Saved entries

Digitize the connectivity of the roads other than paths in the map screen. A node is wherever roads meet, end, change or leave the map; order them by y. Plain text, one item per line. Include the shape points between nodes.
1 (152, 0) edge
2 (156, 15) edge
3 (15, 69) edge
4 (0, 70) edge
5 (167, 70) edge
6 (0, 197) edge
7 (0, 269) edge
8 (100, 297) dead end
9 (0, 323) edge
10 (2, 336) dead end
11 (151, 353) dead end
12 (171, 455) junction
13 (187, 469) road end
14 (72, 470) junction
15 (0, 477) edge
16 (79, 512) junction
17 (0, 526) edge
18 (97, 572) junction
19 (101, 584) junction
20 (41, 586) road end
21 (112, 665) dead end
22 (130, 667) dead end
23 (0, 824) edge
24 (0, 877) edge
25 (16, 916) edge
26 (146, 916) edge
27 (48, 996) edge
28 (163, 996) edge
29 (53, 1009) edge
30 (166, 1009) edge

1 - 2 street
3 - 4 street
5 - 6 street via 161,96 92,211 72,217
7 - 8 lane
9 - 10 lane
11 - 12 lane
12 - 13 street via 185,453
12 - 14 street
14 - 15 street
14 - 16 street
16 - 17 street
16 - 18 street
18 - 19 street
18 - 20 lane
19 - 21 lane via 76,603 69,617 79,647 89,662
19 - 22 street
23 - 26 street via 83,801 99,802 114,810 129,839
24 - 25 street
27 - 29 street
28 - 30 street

**EXERCISE REQUIREMENTS**
All of the data shown above must be copied exactly.

**RESULT**
Digitize the connectivity of the roads other than paths in the map screen. A node is wherever roads meet, end, change or leave the map; order them by y. Plain text, one item per line. Include the shape points between nodes.
1 (152, 0) edge
2 (156, 15) edge
3 (15, 69) edge
4 (0, 70) edge
5 (167, 70) edge
6 (0, 197) edge
7 (0, 269) edge
8 (100, 297) dead end
9 (0, 323) edge
10 (2, 336) dead end
11 (151, 353) dead end
12 (171, 455) junction
13 (187, 469) road end
14 (72, 470) junction
15 (0, 477) edge
16 (79, 512) junction
17 (0, 526) edge
18 (97, 572) junction
19 (101, 584) junction
20 (41, 586) road end
21 (112, 665) dead end
22 (130, 667) dead end
23 (0, 824) edge
24 (0, 877) edge
25 (16, 916) edge
26 (146, 916) edge
27 (48, 996) edge
28 (163, 996) edge
29 (53, 1009) edge
30 (166, 1009) edge

1 - 2 street
3 - 4 street
5 - 6 street via 161,96 92,211 72,217
7 - 8 lane
9 - 10 lane
11 - 12 lane
12 - 13 street via 185,453
12 - 14 street
14 - 15 street
14 - 16 street
16 - 17 street
16 - 18 street
18 - 19 street
18 - 20 lane
19 - 21 lane via 76,603 69,617 79,647 89,662
19 - 22 street
23 - 26 street via 83,801 99,802 114,810 129,839
24 - 25 street
27 - 29 street
28 - 30 street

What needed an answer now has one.